Is he perfect? He's not. There are still reasonable criticisms to be made of his tactics or substitution patterns, but forward Joshua Sargent was called back in and delivered a strong performance against Iran, as did defender Cameron Carter-Vickers (who came in for Walker Zimmerman). Tim Ream, a surprising late add to the roster just before the World Cup, was stout in defense as well. However stressful it might have been, the USA was able to see out its lead late.

Even more, Berhalter motivated his players, pushing them to meet the moment. Berhalter recalled earlier in the week how he'd watched the US lose to Iran in the infamous 1998 World Cup meeting, and he highlighted how what stood out to him was the mismatch in emotional levels on the field. The Iranians wanted the game so badly, Berhalter said, and it was clear the Americans were nowhere near the same type of feeling.

On Tuesday, that wasn't an issue. Not even close. There was fire, sure. But also a confidence that the moment wasn't too big.

"There was a calmness about the team," Ream said. "No one was breathing heavy or had panic in their eyes."

It helped that the tactics were in place, too. Christian Pulisic's goal was a result of a sequence that Ream said Berhalter and the coaches had specifically emphasized in their scouting, a pulling of the play far to one side in order to expose the back post for Pulisic to attack. The goal was, as Ream said, "perfect, perfect, perfect," save for Pulisic's collision with the Iranian goalkeeper that sent Pulisic to the hospital in the middle of the game for an abdominal scan.
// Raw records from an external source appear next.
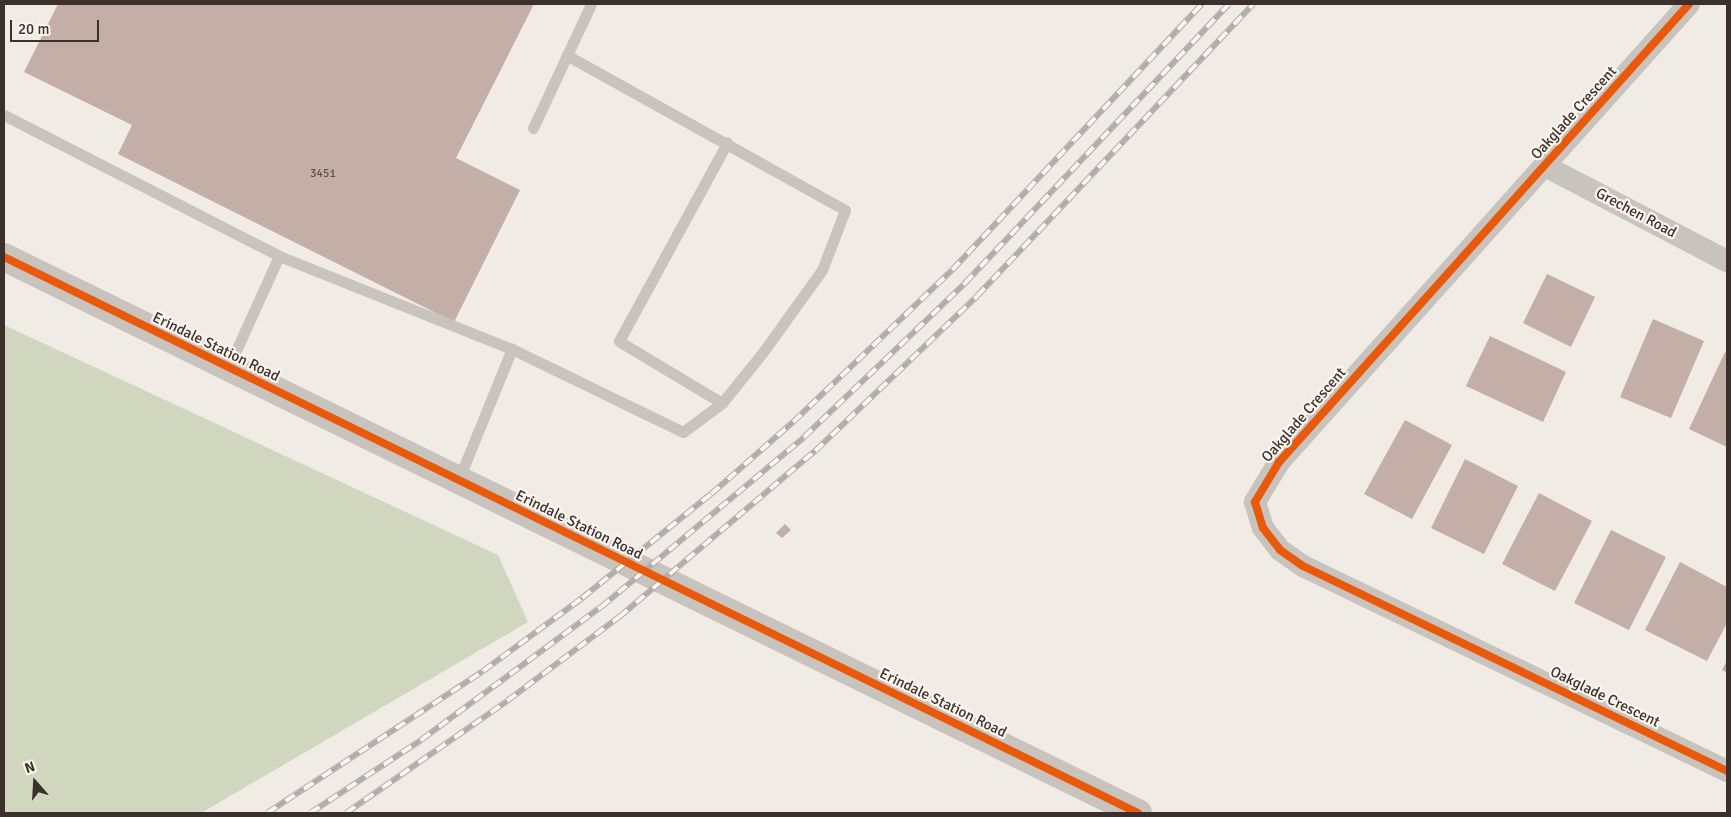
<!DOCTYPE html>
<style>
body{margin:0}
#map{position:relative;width:1731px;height:817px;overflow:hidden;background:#f0ebe5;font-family:Signika,sans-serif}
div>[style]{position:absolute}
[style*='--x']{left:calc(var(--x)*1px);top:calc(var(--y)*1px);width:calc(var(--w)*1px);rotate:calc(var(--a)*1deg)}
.green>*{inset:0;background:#d1d6bf}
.building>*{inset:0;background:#c3afa7}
.service>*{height:11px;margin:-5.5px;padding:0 5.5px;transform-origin:5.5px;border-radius:5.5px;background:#c9c3be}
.minor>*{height:22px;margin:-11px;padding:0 11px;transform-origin:11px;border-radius:11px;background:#c9c3be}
.tertiary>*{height:28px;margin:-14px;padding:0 14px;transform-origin:14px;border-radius:14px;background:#c9c3be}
.rail>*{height:5.5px;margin-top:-2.75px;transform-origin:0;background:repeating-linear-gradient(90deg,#fbf5ee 0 11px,#b1aca8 0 22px);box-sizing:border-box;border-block:1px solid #b1aca8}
.cycleway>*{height:8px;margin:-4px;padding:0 4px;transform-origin:4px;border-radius:4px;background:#e8590c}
span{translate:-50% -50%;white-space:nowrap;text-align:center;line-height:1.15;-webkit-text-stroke:4.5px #fbf5ee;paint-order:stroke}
.number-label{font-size:12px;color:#5d504a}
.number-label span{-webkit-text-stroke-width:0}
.street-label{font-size:15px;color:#3b302b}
.frame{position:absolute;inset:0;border:5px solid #3b302b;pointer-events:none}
.north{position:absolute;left:10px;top:757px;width:50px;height:50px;-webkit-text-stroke:4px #fbf5ee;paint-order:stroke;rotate:341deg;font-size:14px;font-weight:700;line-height:20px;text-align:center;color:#3b302b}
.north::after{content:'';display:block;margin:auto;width:18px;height:22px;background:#3b302b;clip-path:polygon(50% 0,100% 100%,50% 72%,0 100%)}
.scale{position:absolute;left:10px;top:20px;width:89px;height:22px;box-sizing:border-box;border:2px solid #3b302b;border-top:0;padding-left:6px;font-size:15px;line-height:18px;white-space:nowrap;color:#3b302b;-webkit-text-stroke:4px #fbf5ee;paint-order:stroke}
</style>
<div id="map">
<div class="green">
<div style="clip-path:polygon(4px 325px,498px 555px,528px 622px,201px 813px,4px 813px)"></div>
</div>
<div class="building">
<div style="clip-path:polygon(58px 4px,534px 4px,456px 158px,520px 190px,454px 322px,118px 154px,132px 125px,24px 72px)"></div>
<div style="clip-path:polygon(1547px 274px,1595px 297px,1571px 347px,1523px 323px)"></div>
<div style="clip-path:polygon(1653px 319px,1704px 341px,1671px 418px,1620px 397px)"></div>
<div style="clip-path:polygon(1490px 336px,1566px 372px,1543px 422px,1466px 386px)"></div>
<div style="clip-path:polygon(1725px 352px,1727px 354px,1727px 447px,1689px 429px)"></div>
<div style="clip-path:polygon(1405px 420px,1452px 445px,1412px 519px,1364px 494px)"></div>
<div style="clip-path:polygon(1465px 459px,1518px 486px,1484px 554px,1431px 528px)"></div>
<div style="clip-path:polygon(1539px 493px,1592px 521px,1555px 591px,1502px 564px)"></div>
<div style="clip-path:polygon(785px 524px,791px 530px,782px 538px,776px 533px)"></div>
<div style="clip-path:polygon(1611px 530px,1666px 557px,1629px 630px,1574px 603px)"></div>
<div style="clip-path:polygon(1680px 562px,1727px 587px,1727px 623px,1707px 661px,1645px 630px)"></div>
<div style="clip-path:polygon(1727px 660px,1727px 673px,1722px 670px)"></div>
</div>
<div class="service">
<div style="--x:4;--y:115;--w:309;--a:27.1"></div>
<div style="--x:279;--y:256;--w:251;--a:21.8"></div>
<div style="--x:512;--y:349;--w:190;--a:25.9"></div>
<div style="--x:683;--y:432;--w:49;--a:-36.6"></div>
<div style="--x:722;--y:403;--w:65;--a:-51.2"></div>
<div style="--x:763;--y:352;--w:101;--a:-54.3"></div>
<div style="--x:822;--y:270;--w:64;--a:-69"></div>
<div style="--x:845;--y:210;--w:318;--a:-150.9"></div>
<div style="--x:533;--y:128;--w:137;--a:-64.9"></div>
<div style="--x:228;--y:368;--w:123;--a:-65.5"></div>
<div style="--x:722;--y:403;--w:120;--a:-149"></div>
<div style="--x:619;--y:341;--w:226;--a:-61.4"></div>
<div style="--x:458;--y:481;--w:143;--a:-67.8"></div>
</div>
<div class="minor">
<div style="--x:1689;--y:4;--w:615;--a:131.83"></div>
<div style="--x:1279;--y:462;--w:47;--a:121"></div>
<div style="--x:1255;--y:502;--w:27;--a:73"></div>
<div style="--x:1263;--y:528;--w:28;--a:52"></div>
<div style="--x:1280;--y:550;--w:28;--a:35"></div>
<div style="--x:1303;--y:566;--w:471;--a:25.8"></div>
<div style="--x:1545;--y:166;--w:205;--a:27.6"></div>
</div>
<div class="tertiary">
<div style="--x:4;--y:257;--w:1263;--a:26.12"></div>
</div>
<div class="rail">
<div style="--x:267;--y:813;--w:258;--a:-33.3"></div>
<div style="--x:483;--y:671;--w:123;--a:-36.4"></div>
<div style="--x:582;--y:598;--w:166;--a:-38.9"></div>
<div style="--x:711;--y:494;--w:109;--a:-41.3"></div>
<div style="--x:793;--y:422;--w:220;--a:-43.7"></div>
<div style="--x:952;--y:270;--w:365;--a:-46.8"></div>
<div style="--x:310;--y:813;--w:133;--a:-33.3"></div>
<div style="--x:421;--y:740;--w:224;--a:-36.5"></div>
<div style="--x:601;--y:607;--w:265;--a:-39.9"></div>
<div style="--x:804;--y:437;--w:223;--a:-43.7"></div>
<div style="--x:965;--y:283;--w:384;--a:-46.6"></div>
<div style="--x:346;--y:813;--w:196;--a:-34.8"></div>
<div style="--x:507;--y:701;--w:140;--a:-36.9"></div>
<div style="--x:619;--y:617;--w:257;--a:-40.3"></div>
<div style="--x:815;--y:451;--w:224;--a:-43.7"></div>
<div style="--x:977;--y:296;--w:402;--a:-46.6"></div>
</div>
<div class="cycleway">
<div style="--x:1689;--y:4;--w:615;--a:131.83"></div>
<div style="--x:1279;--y:462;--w:47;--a:121"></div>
<div style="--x:1255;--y:502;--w:27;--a:73"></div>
<div style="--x:1263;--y:528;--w:28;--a:52"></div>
<div style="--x:1280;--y:550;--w:28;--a:35"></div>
<div style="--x:1303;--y:566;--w:471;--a:25.8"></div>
<div style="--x:4;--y:257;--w:1263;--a:26.12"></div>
</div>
<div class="number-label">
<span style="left:323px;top:174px">3451</span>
</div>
<div class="street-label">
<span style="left:1574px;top:113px;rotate:-48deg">Oakglade Crescent</span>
<span style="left:1636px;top:213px;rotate:28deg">Grechen Road</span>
<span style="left:216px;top:347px;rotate:26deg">Erindale Station Road</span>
<span style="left:1304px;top:415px;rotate:-49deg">Oakglade Crescent</span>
<span style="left:579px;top:525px;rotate:26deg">Erindale Station Road</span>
<span style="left:1605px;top:697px;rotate:26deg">Oakglade Crescent</span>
<span style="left:943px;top:703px;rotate:26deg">Erindale Station Road</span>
</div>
<div class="frame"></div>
<div class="north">N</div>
<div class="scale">20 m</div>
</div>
If Pulisic can't play against the Netherlands on Saturday (or is limited), it will be another bump for Berhalter to navigate. He has options -- Giovanni Reyna still hasn't featured much, and Brenden Aaronson is a lively substitute -- but, either way, motivation for the group will be crucial again.

That is what Berhalter wants. He has never shied away from the stakes of his mission. He has said, over and over, that this team's goal is to change the perception of American soccer around the world. The game against England helped that. So, too, did Tuesday.

Now comes another opportunity. Another chance. Berhalter will endure the arrows; all coaches do. He will shoulder the critiques. All he cares about is getting his players to see what he sees, to know what he knows: That this team can do anything. On Tuesday, after the hugging and the shouting and the video call to the hospital so Pulisic could join in the fun, Berhalter came to another, more traditional news conference, and reflected on what pleased him the most about the night.

"We believed in ourselves," he said. "We believed in what we were doing."